Published: June 1,1998
Few investments offer the tangible rewards of home ownership. But since your home will probably be the single largest purchase you’ll ever make, it pays to devote some time to shopping for the right mortgage. In today’s competitive interest rate environment, financing opportunities are plentiful — particularly if you are a low credit risk. So as lending institutions vie for your commitment, here is some information you need to know before signing on the dotted line:
Knowing your financing options
Many first-time home buyers choose FHA (Federal Housing Administration) or, if they are qualified veterans (Veterans Administration) mortgages. Since FHA financing requires as little as 5% down (including closing costs) and VA requires no down payment, they provide attractive ways to get into homes at reasonable initial costs.
Because conventional financing is backed by lending institutions rather than by government agencies, they require higher down payments — up to 20%. Most conventional financing also requires private mortgage insurance (PMI) if you put less than 20% down on your property. Despite PMI costs and higher down payment requirements, many buyers find conventional financing more competitive than government agency loans — particularly if they have already owned a home and have accumulated some equity.
Understand the costs. There is more to consider when choosing a mortgage than the interest rate. For example, some mortgages offer a lower rate in exchange for “points” (one point equals 1% of the mortgage). These costs are charged by the lender and are due at the time of closing. If you need a lower interest rate in order to qualify for a loan, a lender may let you buy down your rate by charging points up front.

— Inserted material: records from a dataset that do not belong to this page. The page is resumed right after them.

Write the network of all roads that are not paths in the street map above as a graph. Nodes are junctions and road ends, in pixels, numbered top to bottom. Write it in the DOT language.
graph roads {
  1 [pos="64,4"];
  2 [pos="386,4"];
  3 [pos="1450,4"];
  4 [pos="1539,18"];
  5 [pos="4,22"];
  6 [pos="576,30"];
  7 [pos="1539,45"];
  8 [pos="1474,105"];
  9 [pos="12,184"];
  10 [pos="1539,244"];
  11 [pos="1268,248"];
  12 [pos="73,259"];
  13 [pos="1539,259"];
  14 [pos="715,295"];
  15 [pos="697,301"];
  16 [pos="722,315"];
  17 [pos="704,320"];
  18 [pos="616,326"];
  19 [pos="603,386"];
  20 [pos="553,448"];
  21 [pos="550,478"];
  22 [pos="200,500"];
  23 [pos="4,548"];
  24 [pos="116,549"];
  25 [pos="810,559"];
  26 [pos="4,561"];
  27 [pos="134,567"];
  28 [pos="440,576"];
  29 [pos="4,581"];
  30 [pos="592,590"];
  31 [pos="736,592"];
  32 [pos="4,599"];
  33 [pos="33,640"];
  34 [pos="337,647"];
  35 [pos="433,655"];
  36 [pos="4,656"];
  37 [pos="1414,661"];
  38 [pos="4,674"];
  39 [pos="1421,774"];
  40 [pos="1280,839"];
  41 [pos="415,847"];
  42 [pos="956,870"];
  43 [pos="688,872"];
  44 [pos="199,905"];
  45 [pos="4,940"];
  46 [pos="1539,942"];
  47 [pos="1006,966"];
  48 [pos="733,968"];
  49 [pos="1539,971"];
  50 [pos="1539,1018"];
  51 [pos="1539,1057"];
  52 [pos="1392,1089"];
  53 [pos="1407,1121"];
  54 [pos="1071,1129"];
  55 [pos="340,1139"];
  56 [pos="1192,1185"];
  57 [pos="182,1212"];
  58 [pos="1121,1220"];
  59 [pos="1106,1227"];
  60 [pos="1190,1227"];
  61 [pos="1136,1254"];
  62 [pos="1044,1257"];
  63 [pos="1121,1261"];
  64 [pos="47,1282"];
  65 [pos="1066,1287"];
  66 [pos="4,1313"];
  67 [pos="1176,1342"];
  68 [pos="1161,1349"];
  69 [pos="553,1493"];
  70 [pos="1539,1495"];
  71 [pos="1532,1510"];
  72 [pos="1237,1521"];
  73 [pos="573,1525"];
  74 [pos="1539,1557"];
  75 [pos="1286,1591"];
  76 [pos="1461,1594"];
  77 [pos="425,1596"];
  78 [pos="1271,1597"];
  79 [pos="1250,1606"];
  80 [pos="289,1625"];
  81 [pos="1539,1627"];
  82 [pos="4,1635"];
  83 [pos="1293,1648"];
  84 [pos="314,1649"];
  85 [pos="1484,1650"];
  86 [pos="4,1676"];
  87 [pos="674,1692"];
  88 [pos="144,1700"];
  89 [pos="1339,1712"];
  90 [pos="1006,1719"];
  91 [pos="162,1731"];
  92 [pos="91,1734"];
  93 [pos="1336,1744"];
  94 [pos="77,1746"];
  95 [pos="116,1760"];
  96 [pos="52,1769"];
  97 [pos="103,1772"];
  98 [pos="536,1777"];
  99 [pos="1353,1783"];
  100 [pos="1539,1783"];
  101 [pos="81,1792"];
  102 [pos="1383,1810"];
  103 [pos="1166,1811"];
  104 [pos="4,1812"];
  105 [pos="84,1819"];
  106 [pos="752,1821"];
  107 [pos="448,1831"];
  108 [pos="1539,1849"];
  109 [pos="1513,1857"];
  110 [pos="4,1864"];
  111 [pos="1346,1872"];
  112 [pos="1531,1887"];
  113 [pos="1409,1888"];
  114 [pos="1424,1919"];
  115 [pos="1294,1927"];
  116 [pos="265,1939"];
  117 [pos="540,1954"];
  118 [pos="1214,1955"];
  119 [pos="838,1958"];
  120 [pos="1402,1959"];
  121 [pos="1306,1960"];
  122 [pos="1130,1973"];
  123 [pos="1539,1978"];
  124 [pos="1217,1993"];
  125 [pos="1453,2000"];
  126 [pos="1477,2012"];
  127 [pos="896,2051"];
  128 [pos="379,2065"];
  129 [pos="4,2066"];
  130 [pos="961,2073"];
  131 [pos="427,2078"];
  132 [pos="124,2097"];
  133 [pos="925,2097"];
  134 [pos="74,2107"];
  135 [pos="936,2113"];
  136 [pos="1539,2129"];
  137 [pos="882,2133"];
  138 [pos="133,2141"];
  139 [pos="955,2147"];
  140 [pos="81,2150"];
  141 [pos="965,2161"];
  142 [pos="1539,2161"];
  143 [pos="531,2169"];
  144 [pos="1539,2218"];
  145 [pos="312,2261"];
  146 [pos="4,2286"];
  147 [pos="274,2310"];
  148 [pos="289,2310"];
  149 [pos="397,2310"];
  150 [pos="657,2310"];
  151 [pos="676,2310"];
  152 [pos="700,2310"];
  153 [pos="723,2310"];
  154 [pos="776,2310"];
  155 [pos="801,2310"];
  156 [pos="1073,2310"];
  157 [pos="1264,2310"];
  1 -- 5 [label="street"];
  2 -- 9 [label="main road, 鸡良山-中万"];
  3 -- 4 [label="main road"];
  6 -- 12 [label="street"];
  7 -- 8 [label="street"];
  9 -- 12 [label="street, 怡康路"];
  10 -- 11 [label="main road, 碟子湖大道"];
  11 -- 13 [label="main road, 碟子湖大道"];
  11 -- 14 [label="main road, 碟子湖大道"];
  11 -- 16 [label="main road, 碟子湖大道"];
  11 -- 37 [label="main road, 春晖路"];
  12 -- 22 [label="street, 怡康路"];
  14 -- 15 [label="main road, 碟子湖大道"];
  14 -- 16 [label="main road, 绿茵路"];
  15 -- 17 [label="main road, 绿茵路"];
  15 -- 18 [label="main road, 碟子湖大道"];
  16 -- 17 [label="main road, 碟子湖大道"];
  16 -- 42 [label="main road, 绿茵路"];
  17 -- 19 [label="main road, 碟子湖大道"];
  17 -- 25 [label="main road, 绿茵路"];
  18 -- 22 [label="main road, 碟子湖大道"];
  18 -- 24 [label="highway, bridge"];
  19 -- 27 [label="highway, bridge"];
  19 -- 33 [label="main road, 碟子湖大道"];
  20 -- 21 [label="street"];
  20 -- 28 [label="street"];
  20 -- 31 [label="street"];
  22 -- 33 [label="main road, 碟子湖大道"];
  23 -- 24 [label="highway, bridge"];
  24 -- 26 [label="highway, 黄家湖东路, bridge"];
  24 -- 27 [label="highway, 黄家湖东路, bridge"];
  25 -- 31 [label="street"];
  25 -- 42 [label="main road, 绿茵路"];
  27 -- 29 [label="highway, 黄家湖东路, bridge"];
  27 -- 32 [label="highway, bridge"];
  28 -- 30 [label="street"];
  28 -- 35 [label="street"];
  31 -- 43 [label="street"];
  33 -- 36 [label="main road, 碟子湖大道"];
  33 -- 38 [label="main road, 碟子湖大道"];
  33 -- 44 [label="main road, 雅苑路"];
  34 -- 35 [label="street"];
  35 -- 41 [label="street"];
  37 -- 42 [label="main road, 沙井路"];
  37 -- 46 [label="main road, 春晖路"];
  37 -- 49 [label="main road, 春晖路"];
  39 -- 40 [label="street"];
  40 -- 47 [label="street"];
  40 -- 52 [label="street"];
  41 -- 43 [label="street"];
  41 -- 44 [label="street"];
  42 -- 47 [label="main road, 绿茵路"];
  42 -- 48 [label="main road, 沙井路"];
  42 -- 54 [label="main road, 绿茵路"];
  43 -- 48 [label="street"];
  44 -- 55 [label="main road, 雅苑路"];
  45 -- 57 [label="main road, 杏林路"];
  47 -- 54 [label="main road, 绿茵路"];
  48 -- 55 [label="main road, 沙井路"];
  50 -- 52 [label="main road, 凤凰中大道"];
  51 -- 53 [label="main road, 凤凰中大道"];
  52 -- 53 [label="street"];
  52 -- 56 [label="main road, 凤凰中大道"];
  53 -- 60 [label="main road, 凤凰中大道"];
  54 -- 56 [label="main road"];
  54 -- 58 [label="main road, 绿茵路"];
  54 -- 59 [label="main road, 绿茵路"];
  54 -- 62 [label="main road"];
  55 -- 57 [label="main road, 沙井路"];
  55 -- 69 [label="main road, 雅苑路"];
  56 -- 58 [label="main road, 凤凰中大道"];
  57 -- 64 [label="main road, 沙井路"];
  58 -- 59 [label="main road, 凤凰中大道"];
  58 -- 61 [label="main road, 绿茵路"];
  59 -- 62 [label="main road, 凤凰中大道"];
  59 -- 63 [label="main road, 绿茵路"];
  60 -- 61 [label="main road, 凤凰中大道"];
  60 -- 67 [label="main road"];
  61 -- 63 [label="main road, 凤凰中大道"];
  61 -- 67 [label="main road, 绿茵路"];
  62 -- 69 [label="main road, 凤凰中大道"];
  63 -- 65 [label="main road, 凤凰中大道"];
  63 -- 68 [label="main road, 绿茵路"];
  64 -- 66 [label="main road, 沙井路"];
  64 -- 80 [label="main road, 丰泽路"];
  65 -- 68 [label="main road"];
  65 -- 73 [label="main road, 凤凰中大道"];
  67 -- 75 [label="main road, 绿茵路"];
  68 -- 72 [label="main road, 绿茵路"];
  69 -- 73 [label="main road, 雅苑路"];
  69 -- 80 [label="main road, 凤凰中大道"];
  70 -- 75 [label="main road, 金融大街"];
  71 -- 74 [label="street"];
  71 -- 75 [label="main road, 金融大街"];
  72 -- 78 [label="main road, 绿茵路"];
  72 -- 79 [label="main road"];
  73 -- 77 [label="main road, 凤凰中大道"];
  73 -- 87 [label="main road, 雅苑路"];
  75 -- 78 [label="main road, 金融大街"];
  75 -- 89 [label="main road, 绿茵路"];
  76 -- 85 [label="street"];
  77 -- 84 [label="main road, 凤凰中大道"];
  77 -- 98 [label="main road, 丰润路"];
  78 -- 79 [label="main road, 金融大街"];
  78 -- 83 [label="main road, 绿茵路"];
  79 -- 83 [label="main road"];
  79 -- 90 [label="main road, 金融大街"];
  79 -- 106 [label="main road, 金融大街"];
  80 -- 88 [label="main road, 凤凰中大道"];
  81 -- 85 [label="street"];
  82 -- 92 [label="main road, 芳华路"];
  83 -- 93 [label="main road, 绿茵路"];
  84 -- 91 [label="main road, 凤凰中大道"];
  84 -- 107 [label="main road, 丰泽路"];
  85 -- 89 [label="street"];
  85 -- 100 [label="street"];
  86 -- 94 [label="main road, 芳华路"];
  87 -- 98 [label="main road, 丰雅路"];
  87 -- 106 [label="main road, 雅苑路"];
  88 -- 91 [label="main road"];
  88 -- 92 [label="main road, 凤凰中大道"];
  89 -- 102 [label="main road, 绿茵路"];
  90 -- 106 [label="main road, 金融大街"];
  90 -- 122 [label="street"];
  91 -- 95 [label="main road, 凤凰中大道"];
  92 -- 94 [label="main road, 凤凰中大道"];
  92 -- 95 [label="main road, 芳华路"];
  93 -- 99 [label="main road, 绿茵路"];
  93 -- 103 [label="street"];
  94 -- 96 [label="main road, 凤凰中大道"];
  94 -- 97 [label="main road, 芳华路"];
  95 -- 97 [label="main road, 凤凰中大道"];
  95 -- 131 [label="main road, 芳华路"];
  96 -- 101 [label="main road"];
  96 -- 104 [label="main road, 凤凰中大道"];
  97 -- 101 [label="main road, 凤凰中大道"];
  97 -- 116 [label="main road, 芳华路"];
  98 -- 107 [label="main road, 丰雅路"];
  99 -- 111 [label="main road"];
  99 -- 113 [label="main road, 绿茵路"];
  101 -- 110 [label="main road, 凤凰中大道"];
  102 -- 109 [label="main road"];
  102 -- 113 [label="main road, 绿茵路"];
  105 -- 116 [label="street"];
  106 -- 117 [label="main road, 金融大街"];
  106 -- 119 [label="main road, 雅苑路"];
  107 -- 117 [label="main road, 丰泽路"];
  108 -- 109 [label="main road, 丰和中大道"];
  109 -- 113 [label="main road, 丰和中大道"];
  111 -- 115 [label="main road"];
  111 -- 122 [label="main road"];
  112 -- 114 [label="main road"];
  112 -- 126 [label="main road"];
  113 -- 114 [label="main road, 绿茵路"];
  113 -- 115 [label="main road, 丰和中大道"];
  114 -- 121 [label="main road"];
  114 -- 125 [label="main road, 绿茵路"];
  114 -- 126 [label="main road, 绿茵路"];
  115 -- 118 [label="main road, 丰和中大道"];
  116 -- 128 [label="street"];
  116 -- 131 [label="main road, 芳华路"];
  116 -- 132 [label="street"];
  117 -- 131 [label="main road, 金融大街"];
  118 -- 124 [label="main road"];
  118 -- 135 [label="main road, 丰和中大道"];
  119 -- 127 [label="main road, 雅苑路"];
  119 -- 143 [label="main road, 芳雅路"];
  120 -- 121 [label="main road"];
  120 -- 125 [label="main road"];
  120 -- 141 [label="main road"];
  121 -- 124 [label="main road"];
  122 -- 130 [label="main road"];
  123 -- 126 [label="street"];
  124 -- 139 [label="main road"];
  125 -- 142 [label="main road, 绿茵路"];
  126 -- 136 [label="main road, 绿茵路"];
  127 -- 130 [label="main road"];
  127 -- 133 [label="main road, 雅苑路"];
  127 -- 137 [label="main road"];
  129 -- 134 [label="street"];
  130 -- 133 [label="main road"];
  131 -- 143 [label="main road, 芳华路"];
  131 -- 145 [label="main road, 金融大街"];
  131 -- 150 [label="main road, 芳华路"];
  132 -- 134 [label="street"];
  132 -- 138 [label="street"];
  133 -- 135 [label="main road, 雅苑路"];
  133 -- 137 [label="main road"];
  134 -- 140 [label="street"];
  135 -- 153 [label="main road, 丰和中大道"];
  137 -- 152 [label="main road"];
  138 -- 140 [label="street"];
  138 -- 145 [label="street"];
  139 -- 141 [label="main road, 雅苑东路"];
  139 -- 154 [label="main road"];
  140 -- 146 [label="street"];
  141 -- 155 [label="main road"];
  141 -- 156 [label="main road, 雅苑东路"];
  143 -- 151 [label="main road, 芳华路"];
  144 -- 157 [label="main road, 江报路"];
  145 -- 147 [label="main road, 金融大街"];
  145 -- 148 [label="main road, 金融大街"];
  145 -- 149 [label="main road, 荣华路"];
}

You may also find that closing costs can vary from lender to lender. When mortgage shopping, be sure to get “good faith estimates” of loan costs from lenders so you can make sure you’re comparing apples to apples. Then you can assess loan types, interest rates, points, closing dates and lock-in periods (the length of time before closing that the lender will commit to the quoted rate).
Getting a mortgage on your terms
With the wide range of mortgage products now available, the key is to find the one that best meets your needs. You’ll have to choose between a fixed-rate or an adjustable-rate mortgage (often called an ARM) and then decide on a term.
The main factor in deciding what kind of mortgage is best for you is the length of time you plan to remain in your house. If you are buying a starter home and only plan to stay in it for a few years, consider an adjustable rate mortgage. Those buyers who plan to stay in their homes for 10 years or more would probably be better off with fixed-rate mortgages.
Gary N. Garner is a personal financial advisor with American Express Financial Advisors in Jackson.
With an ARM, instead of having a set interest rate over the term of the loan, the loan is adjusted periodically within a set range. The loan agreement will specify how frequently the adjustment will occur — usually somewhere between six months and seven years.
Fixed-rate loans are usually available in 15- and 30-year terms. You pay far less interest over the life of the loan with a 15-year term, but the payments are substantially higher. In addition, the certainty of a fixed-rate comes with a cost. You’ll usually find that the initial rate of interest is somewhat higher than with ARMs since the cost of money could be much higher a few years down the line.
Nothing is forever
While making a decision regarding a home mortgage is important, keep in mind that if your financial situation or interest rates change significantly, you can always refinance. With refinancing, it’s equally as important to do your math and weigh your options before making any decisions as it was when selecting your original mortgage.
Your current lender is usually the best place to start if you are looking at refinancing. If you have chosen an adjustable-rate mortgage and rates have dropped considerably since your last adjustment, you may be able to lower your interest by asking your lender to make the adjustment earlier than scheduled. Many are willing to make this modification for a small fee. Some are also willing to convert an adjustable-loan to a fixed-rate rate.
In any case, weigh the costs of refinancing against your projected savings over the period of time you plan to remain in your home. Then you can determine if the monthly savings are worth the overall refinancing costs.
Whether it be financing your first home or refinancing your existing home, a trusted advisor who is experienced in lending can be a valuable resource. Above all, don’t forget to ask plenty of questions and make sure you get straight answers.